Somos historias inacabadas.
Ni el pasado es lápida, ni el futuro condena.
El pasado lo escribimos al margen,
con notas de victorias y derrotas,
con silencios que pesan tanto como los gritos.
Y el futuro, aun por pergueñar,
sigue siendo un cuaderno abierto,
un soplo que espera ser palabra
hasta el último instante en que respiremos.
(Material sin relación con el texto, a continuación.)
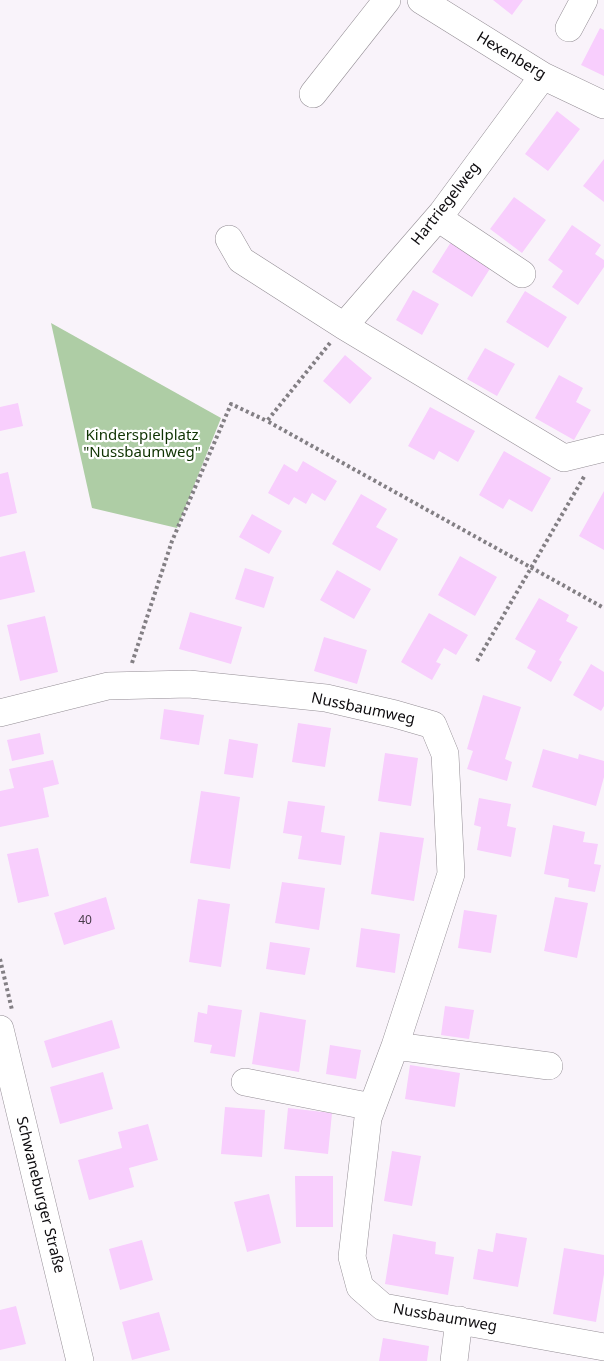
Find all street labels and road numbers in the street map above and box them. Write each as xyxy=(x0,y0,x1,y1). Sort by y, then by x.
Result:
street label: Hexenberg xyxy=(473,28,549,84)
street label: Hartriegelweg xyxy=(408,159,484,249)
street label: Nussbaumweg xyxy=(310,689,416,729)
street label: Schwaneburger Straße xyxy=(12,1115,68,1275)
street label: Nussbaumweg xyxy=(392,1300,498,1336)

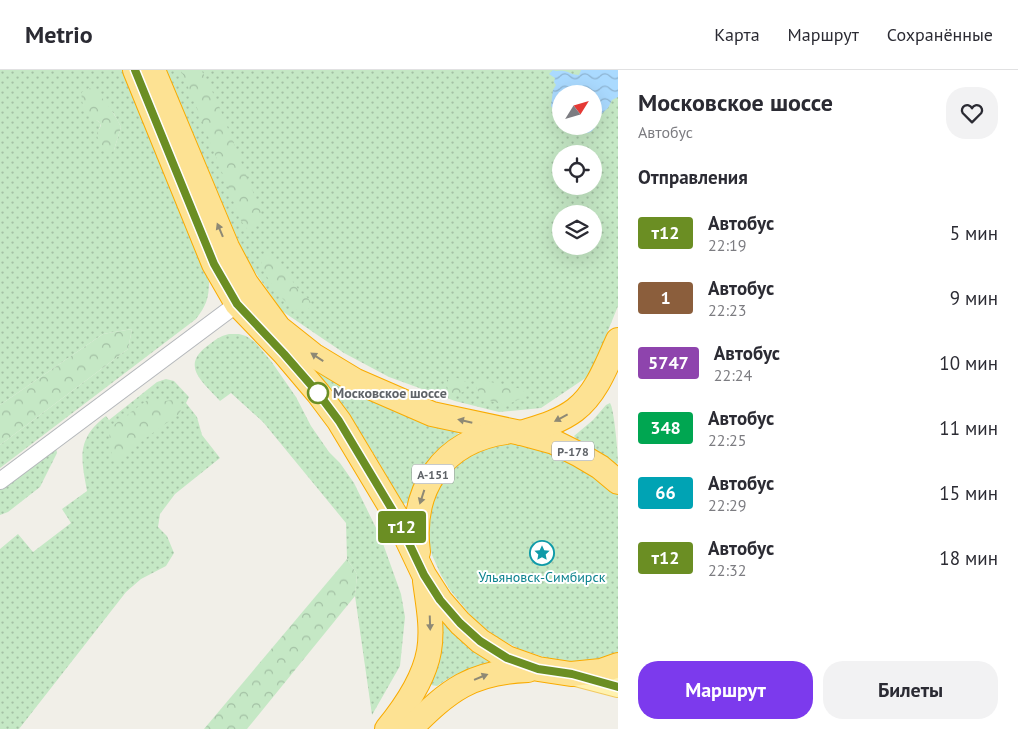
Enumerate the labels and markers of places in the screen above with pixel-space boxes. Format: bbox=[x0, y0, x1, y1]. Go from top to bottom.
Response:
marker: Московское шоссе bbox=[307, 382, 329, 404]
place label: Московское шоссе bbox=[333, 384, 447, 402]
place icon: Ульяновск-Симбирск bbox=[529, 540, 555, 566]
place label: Ульяновск-Симбирск bbox=[479, 568, 606, 586]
Por eso, cuando te miro y pienso en lo que fuimos,
no leo tus errores ni tus aciertos,
porque el tiempo ya pasó.
Prefiero decirte buenas noches,
cerrar la puerta y, con un gesto sencillo,
recordarte que te amo una vez más.
No somos perfectos, nunca lo fuimos.
Yo sé tus caídas y tú conoces las mías.
Y, sin embargo, en esta despedida sin rencor,
solo quedan dos voluntades —dos almas—
sosteniéndose en el instante.
No hay necesidad de olvidar,
no hay obligación de perdonar:
lo vivido basta, lo vivido nos sostiene.
Así que descansa.
Déjame ser quien vele ahora tus sueños,
quien espante a los monstruos que tantas veces
tú ahuyentaste por mí.
El círculo se cierra, pero no se rompe.
La eternidad no es después:
es este momento,
este breve respiro donde aún nos decimos,
aunque en susurro,
que el amor siempre fue más fuerte que el tiempo.